Copies, Ownership, and Copyright

The term "copyright" means exactly what it says, the right to copy or reproduce an image.  This includes the right to distribute, produce, copy, display,perform, create and control derivative works based on the original.

In trying to understand the terms of copyright in relation to reproductions of a painting, the painting is a unique expression of the painters idea and not in the literal uniqueness of the object itself.



The question of consent is also a big factor when coming into the idea of copyright.  The right to privacy and informed consent.  Because of the film Titicut Follies, which showed life a Massachusetts correctional facility for the criminally insane. The other factors are the consent of the people being filmed and their understanding out how that material obtained will be used.

Reproduction and the Digital Image

Because a digital image has no negative, no original storage medium from which copies are made.
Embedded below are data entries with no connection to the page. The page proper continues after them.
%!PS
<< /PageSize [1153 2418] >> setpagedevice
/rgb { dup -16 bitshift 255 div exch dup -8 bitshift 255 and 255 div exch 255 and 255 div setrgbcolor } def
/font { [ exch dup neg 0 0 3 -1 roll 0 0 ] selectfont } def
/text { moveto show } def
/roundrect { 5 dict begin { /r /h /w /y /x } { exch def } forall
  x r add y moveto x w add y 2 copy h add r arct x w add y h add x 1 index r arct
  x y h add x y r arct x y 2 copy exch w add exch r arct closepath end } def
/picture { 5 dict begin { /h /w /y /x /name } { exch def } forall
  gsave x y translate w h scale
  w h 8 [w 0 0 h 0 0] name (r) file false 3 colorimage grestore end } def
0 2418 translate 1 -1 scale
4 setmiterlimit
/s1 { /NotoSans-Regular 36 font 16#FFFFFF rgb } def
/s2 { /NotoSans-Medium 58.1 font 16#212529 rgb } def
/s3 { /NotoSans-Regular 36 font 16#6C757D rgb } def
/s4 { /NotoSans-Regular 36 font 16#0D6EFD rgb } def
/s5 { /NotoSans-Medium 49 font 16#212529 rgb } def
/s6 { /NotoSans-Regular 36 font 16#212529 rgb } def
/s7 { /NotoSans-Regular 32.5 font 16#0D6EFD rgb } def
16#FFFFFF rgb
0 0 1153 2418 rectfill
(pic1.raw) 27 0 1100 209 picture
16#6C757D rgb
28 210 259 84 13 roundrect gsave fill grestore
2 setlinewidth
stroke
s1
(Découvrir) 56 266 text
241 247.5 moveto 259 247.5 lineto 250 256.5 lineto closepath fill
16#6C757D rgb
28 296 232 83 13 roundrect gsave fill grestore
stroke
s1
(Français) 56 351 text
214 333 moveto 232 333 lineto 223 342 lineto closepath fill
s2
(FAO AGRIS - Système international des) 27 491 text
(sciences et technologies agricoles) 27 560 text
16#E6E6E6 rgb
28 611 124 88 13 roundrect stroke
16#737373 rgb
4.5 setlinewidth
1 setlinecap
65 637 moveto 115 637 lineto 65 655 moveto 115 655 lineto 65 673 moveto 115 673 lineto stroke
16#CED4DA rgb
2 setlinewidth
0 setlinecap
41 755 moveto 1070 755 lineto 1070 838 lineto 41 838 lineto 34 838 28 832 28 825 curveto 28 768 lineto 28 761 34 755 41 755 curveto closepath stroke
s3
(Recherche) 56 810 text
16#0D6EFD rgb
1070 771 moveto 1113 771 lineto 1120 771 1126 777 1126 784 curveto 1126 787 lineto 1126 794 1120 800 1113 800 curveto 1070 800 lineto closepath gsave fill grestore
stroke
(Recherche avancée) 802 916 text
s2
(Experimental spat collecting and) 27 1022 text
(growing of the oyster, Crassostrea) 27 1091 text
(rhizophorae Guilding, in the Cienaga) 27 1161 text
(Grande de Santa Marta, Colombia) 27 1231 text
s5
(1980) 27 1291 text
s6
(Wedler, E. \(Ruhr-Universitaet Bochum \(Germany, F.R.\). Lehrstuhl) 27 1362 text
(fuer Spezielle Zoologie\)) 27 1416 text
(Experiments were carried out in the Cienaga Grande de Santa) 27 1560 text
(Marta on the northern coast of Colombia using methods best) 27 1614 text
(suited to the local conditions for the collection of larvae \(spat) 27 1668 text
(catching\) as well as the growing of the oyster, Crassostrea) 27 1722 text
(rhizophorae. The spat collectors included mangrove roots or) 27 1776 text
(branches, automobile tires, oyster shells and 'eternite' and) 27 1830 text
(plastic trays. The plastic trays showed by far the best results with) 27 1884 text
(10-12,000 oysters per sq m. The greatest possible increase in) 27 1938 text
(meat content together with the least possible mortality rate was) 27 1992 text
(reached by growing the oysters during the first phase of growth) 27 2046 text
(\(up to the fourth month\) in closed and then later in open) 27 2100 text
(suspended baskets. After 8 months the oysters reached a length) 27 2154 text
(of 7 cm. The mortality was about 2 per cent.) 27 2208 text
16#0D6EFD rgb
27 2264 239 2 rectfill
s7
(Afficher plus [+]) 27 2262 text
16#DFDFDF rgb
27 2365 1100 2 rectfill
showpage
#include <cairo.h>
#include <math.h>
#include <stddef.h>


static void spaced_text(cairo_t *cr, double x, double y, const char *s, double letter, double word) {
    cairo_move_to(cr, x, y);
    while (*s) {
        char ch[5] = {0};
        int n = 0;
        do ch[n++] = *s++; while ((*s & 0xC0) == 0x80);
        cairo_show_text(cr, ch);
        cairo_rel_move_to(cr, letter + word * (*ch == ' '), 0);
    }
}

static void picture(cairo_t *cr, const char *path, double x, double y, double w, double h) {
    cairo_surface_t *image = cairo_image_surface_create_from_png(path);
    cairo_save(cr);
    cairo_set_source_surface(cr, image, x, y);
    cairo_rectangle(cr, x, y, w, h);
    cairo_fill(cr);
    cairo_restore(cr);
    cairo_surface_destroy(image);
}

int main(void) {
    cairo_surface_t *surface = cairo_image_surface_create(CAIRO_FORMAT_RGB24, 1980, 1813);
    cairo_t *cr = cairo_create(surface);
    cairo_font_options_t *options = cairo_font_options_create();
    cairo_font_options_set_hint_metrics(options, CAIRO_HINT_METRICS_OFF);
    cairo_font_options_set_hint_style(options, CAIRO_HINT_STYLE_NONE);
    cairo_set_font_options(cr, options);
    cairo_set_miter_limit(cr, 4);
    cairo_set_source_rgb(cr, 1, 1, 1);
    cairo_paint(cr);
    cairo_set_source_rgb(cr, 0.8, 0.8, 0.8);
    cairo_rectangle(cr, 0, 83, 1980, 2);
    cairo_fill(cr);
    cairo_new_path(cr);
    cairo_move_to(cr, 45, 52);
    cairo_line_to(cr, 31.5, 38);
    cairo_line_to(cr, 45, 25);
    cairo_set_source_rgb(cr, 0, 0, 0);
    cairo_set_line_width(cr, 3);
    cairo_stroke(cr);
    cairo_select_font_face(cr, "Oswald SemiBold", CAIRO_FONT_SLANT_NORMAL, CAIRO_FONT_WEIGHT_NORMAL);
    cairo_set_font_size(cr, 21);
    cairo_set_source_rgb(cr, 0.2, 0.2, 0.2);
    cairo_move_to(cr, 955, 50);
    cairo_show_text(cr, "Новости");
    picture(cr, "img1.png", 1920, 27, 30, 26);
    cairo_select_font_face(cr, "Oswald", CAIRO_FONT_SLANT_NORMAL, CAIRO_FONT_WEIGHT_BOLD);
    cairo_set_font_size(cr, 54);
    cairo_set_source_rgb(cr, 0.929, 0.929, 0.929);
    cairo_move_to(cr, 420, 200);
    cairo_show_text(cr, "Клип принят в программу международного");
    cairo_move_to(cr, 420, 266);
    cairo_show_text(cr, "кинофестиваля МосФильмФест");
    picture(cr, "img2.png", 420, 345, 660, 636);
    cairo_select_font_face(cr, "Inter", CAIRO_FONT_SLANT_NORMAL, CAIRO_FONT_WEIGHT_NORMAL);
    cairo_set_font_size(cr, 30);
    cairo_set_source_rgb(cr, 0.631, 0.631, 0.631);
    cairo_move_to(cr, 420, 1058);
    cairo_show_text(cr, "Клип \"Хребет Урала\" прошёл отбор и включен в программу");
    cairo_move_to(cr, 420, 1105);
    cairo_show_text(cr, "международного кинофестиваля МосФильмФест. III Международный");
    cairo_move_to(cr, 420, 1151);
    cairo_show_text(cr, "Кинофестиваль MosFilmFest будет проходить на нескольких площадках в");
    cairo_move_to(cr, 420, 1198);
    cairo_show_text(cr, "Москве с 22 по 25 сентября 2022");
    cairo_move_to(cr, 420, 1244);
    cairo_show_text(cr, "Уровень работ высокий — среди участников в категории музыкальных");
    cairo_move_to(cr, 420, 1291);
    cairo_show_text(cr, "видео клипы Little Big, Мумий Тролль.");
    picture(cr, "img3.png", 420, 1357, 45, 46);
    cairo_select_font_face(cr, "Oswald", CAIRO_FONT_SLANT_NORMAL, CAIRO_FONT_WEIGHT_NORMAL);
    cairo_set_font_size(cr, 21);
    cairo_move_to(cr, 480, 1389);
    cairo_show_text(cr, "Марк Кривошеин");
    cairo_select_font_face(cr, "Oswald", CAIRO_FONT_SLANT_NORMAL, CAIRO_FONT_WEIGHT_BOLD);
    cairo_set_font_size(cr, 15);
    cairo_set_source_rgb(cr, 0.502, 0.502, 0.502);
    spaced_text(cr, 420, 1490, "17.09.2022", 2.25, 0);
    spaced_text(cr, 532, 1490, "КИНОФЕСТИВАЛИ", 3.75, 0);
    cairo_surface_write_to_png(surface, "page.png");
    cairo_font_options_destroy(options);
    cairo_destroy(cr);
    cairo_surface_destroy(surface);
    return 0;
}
Analog images are different from those of a digital image in how they look, generated, stored and distributed.

The digital image is also based on instant pleasure, like the invention of the Polaroid camera invented in the 1960's. The instant image is something that analog cannot do.

The manipulation of digital images is not what revolutionized it, it's the availability of this software to the middle class consumer and their ability to create on a scale that was never possible in the existence of photography.